First and foremost, show up on time. A spa setting requires employees who are punctual and know how to stick to a tight schedule, so arriving late for an interview raises a giant red flag. Never schedule an interview when it’s sketchy as to whether you can make it, as a late cancellation on an interview may end your chances of ever getting one.

Next, you’ll want to keep in mind that the massage business depends heavily upon first impressions. There are not many professions where you meet someone and within two minutes, they’re undressed and alone in a closed-door room with you.

You must make the type of impression on your prospective employer that he or she would expect you to make on his or her clients: “relaxed, but professional, clean-cut and knowledgeable,” says Rubnitz.

When you meet, make eye contact, smile and be sure to offer a nice, firm, therapist-strength handshake. Avoid unusual hair color, visible tattoos and facial piercings—because no matter how unfair, there are still plenty of clients who find these trends disconcerting. Remember, their comfort is key.

Typically, both a verbal and a practical interview will take place. During the verbal interview, the employer will look to get a sense of who you are, why you chose the field of massage therapy and whether your personality is well-suited to the establishment.

You should be prepared to answer questions about how you define yourself as a massage therapist: what type of work you most enjoy and in what areas of practice you excel.
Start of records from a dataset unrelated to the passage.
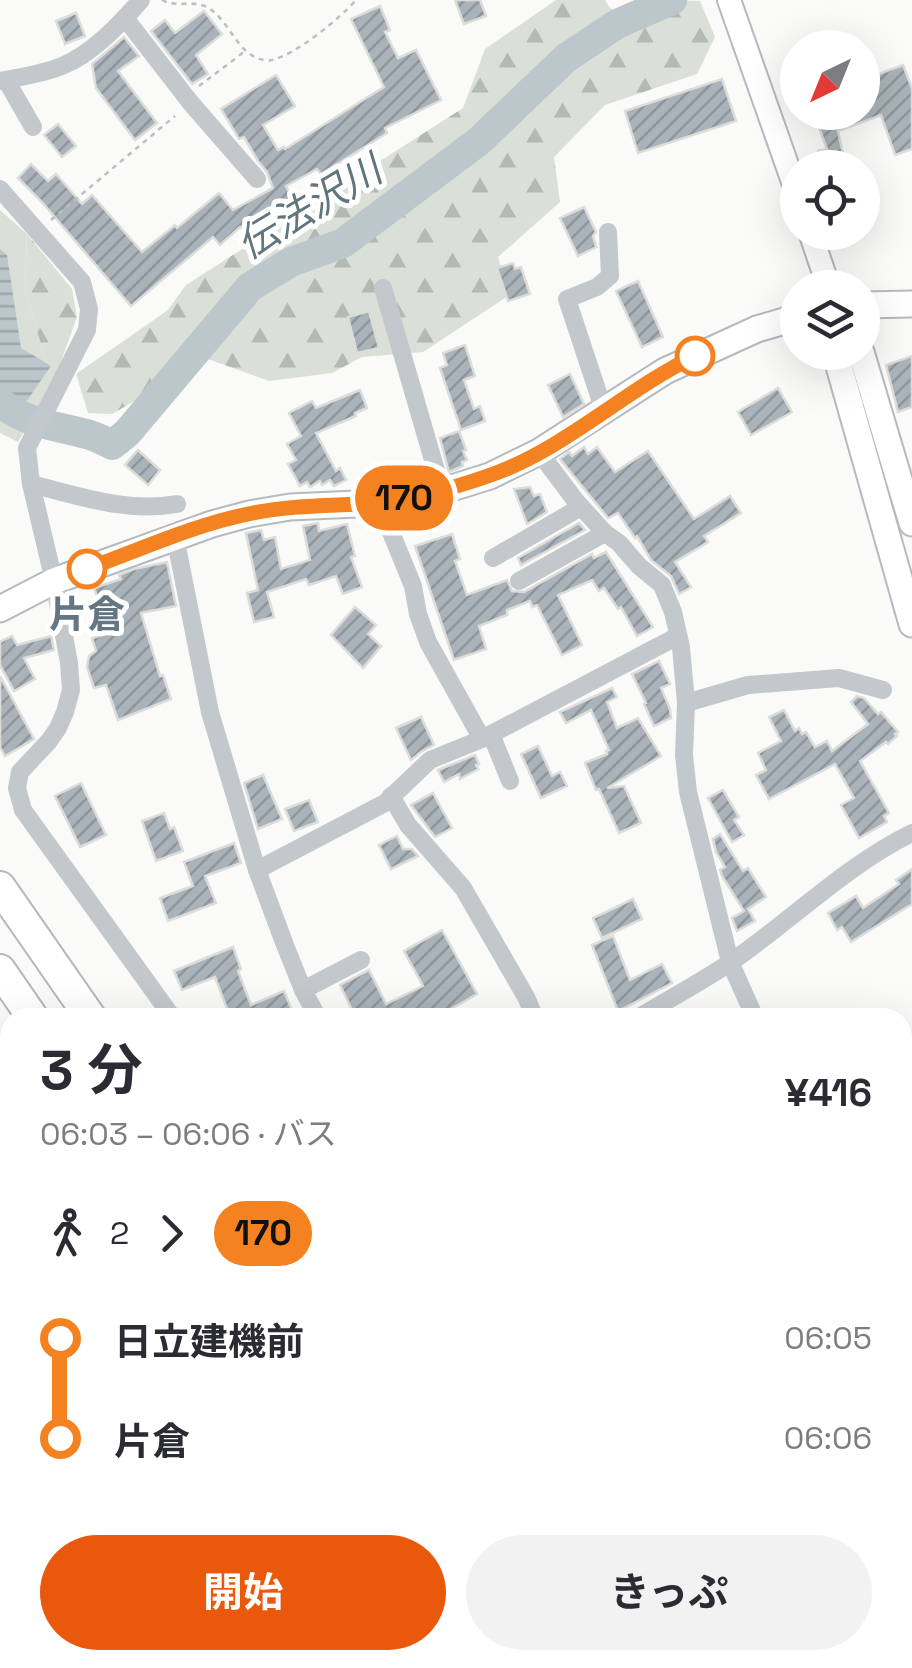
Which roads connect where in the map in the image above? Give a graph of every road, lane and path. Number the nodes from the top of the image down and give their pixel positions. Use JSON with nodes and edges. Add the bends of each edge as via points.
{"nodes":[{"id":1,"x":141,"y":0,"type":"edge"},
{"id":2,"x":162,"y":0,"type":"edge"},
{"id":3,"x":356,"y":0,"type":"edge"},
{"id":4,"x":729,"y":0,"type":"edge"},
{"id":5,"x":125,"y":18,"type":"junction"},
{"id":6,"x":246,"y":51,"type":"junction"},
{"id":7,"x":3,"y":81,"type":"edge"},
{"id":8,"x":188,"y":100,"type":"junction"},
{"id":9,"x":32,"y":127,"type":"dead end"},
{"id":10,"x":782,"y":150,"type":"edge"},
{"id":11,"x":256,"y":179,"type":"dead end"},
{"id":12,"x":0,"y":190,"type":"edge"},
{"id":13,"x":38,"y":230,"type":"junction"},
{"id":14,"x":608,"y":232,"type":"dead end"},
{"id":15,"x":383,"y":288,"type":"dead end"},
{"id":16,"x":912,"y":304,"type":"edge"},
{"id":17,"x":880,"y":305,"type":"edge"},
{"id":18,"x":780,"y":322,"type":"edge"},
{"id":19,"x":841,"y":370,"type":"edge"},
{"id":20,"x":867,"y":370,"type":"edge"},
{"id":21,"x":604,"y":411,"type":"junction"},
{"id":22,"x":539,"y":452,"type":"junction"},
{"id":23,"x":31,"y":484,"type":"junction"},
{"id":24,"x":442,"y":490,"type":"junction"},
{"id":25,"x":378,"y":503,"type":"junction"},
{"id":26,"x":177,"y":504,"type":"dead end"},
{"id":27,"x":581,"y":507,"type":"junction"},
{"id":28,"x":912,"y":523,"type":"edge"},
{"id":29,"x":605,"y":533,"type":"junction"},
{"id":30,"x":175,"y":537,"type":"junction"},
{"id":31,"x":492,"y":558,"type":"dead end"},
{"id":32,"x":518,"y":581,"type":"dead end"},
{"id":33,"x":54,"y":582,"type":"junction"},
{"id":34,"x":0,"y":608,"type":"edge"},
{"id":35,"x":912,"y":624,"type":"edge"},
{"id":36,"x":678,"y":636,"type":"junction"},
{"id":37,"x":882,"y":690,"type":"dead end"},
{"id":38,"x":686,"y":703,"type":"junction"},
{"id":39,"x":487,"y":736,"type":"junction"},
{"id":40,"x":510,"y":781,"type":"dead end"},
{"id":41,"x":391,"y":796,"type":"junction"},
{"id":42,"x":912,"y":833,"type":"edge"},
{"id":43,"x":257,"y":870,"type":"junction"},
{"id":44,"x":0,"y":887,"type":"edge"},
{"id":45,"x":361,"y":960,"type":"dead end"},
{"id":46,"x":730,"y":962,"type":"junction"},
{"id":47,"x":0,"y":970,"type":"edge"},
{"id":48,"x":304,"y":990,"type":"junction"},
{"id":49,"x":26,"y":1008,"type":"edge"},
{"id":50,"x":84,"y":1008,"type":"edge"},
{"id":51,"x":166,"y":1008,"type":"edge"},
{"id":52,"x":313,"y":1008,"type":"edge"},
{"id":53,"x":531,"y":1008,"type":"edge"},
{"id":54,"x":654,"y":1008,"type":"edge"},
{"id":55,"x":750,"y":1008,"type":"edge"}],
"edges":[{"from":1,"to":5,"type":"street"},
{"from":2,"to":6,"type":"path","via":[[205,6]]},
{"from":3,"to":6,"type":"path","via":[[282,56],[260,60]]},
{"from":4,"to":10,"type":"street"},
{"from":5,"to":7,"type":"street","via":[[65,65]]},
{"from":5,"to":8,"type":"street"},
{"from":6,"to":8,"type":"path"},
{"from":7,"to":9,"type":"street"},
{"from":8,"to":11,"type":"street"},
{"from":8,"to":13,"type":"path"},
{"from":12,"to":13,"type":"street"},
{"from":13,"to":23,"type":"street","via":[[82,282],[89,309],[87,330],[27,448]]},
{"from":14,"to":21,"type":"street","via":[[610,276],[566,299]]},
{"from":15,"to":24,"type":"street"},
{"from":16,"to":17,"type":"main road"},
{"from":18,"to":21,"type":"main road","via":[[664,371]]},
{"from":19,"to":35,"type":"main road"},
{"from":20,"to":28,"type":"main road"},
{"from":21,"to":22,"type":"main road"},
{"from":22,"to":24,"type":"main road"},
{"from":22,"to":27,"type":"street"},
{"from":23,"to":26,"type":"street","via":[[111,505]]},
{"from":23,"to":33,"type":"street"},
{"from":24,"to":25,"type":"main road"},
{"from":25,"to":30,"type":"main road","via":[[290,507]]},
{"from":25,"to":39,"type":"street","via":[[428,642]]},
{"from":27,"to":29,"type":"street"},
{"from":27,"to":31,"type":"street"},
{"from":29,"to":32,"type":"street"},
{"from":29,"to":36,"type":"street","via":[[662,585]]},
{"from":30,"to":33,"type":"main road"},
{"from":30,"to":43,"type":"street","via":[[210,712]]},
{"from":33,"to":34,"type":"main road"},
{"from":33,"to":51,"type":"street","via":[[70,690],[58,728],[20,772],[23,810]]},
{"from":36,"to":38,"type":"street"},
{"from":36,"to":39,"type":"street"},
{"from":37,"to":38,"type":"street","via":[[839,678],[748,685]]},
{"from":38,"to":46,"type":"street","via":[[688,792]]},
{"from":39,"to":40,"type":"street"},
{"from":39,"to":41,"type":"street","via":[[430,760]]},
{"from":41,"to":43,"type":"street"},
{"from":41,"to":53,"type":"street","via":[[463,888]]},
{"from":42,"to":46,"type":"street","via":[[837,880]]},
{"from":43,"to":48,"type":"street"},
{"from":44,"to":50,"type":"highway"},
{"from":45,"to":48,"type":"street"},
{"from":46,"to":54,"type":"street"},
{"from":46,"to":55,"type":"street"},
{"from":47,"to":49,"type":"highway"},
{"from":48,"to":52,"type":"street"}]}
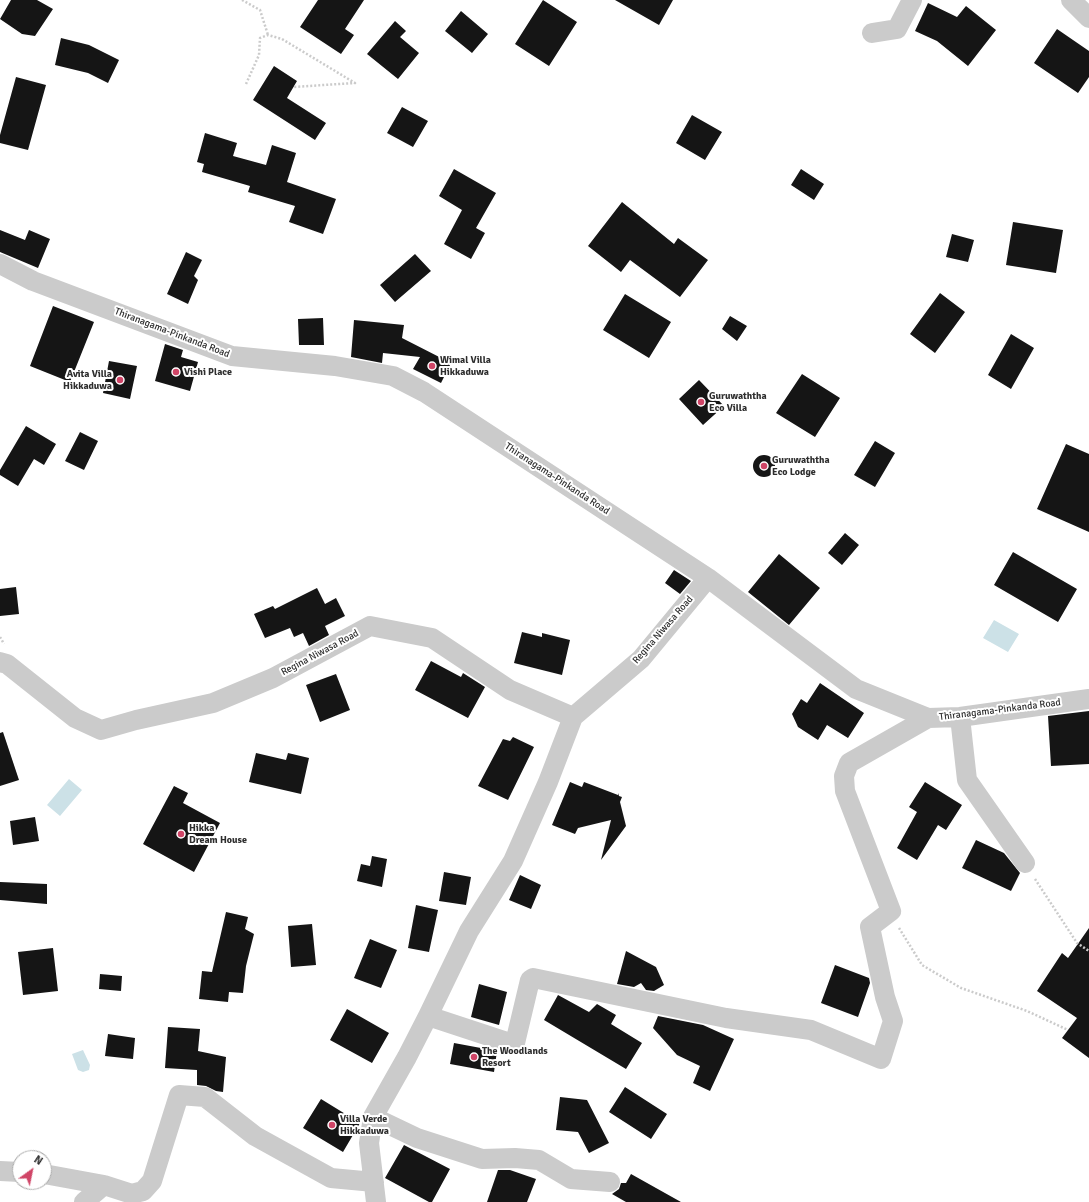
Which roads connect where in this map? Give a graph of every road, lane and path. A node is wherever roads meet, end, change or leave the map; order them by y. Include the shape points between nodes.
1 (242, 0) edge
2 (912, 0) edge
3 (1071, 0) edge
4 (1089, 18) edge
5 (872, 33) dead end
6 (268, 35) junction
7 (246, 84) dead end
8 (294, 87) dead end
9 (0, 264) edge
10 (708, 578) junction
11 (0, 662) edge
12 (1089, 699) edge
13 (960, 716) junction
14 (572, 717) junction
15 (928, 718) junction
16 (1025, 863) joint
17 (891, 911) junction
18 (1089, 951) edge
19 (428, 1016) junction
20 (1068, 1030) dead end
21 (373, 1117) junction
22 (0, 1171) edge
23 (12, 1172) edge
24 (52, 1175) edge
25 (374, 1182) junction
26 (610, 1182) dead end
27 (104, 1185) junction
28 (84, 1202) edge
29 (376, 1202) edge

1 - 6 path via 260,10
2 - 5 street via 897,29
3 - 4 street
6 - 7 path via 260,38 259,55
6 - 8 path via 282,39 355,83
9 - 10 street, Thiranagama-Pinkanda Road via 34,281 232,356 335,366 393,376 424,392
10 - 14 street, Regina Niwasa Road via 641,659
10 - 15 street, Thiranagama-Pinkanda Road via 856,689
11 - 14 street, Regina Niwasa Road via 7,664 75,718 101,730 213,702 273,678 370,626 432,638 510,690
12 - 13 street, Thiranagama-Pinkanda Road
13 - 15 street, Thiranagama-Pinkanda Road
13 - 16 street via 967,780
14 - 19 street via 548,782 513,861 469,931
15 - 17 street via 849,763 844,776 845,791
16 - 18 path via 1077,943
17 - 19 street via 870,927 885,997 893,1021 881,1059 811,1030 726,1018 536,977 530,980 513,1044
17 - 20 path via 908,945 922,965 961,988 994,998
19 - 21 street
21 - 25 street via 369,1144
21 - 26 street via 417,1138 482,1159 539,1160 571,1180
22 - 23 street
24 - 27 street
25 - 27 street via 331,1178 255,1136 205,1097 179,1095 152,1181 144,1191 132,1194
25 - 29 street
27 - 28 street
It’s always a good idea to have a list of insightful questions ready for the interviewer; those that show an interest in the spa's business philosophy will reflect especially well on you.

Rubnitz says questions regarding pay scale and benefits are best left for a second interview or upon receiving an offer.


Build Your Communication Skills

Skillful communication is the foundation of healthy relationships and thriving practices. In fact, one of the common threads of highly successful practitioners is effective communication skills. Advanced technical skills and business savvy are simply not enough. Without good communication skills, the growth of your business is likely to lag.

Communication skills are also known as people skills because, at its best, communicating involves connecting with people in positive and productive ways. As you enhance your skills in this area, you can expect to increase productivity, reduce stress and improve teamwork. You can also build stronger client relationships and minimize the potential for misunderstandings with colleagues, co-workers and clients. However, the greatest benefit manifests in clients who feel at ease and experience high levels of satisfaction with your work.

Skillful communication is a two-way process that involves an exchange of ideas, emotions and attitudes. The ultimate goal of communication is to elicit some type of action. The communication skills necessary in effective therapeutic relationships are the ability to establish rapport, listen to answers, effectively utilize communication technology, be patient, make astute observations, elicit information, ask open-ended questions, gain cooperation, conduct excellent interviews, ask for input, assert boundaries, use active listening techniques and show genuine concern.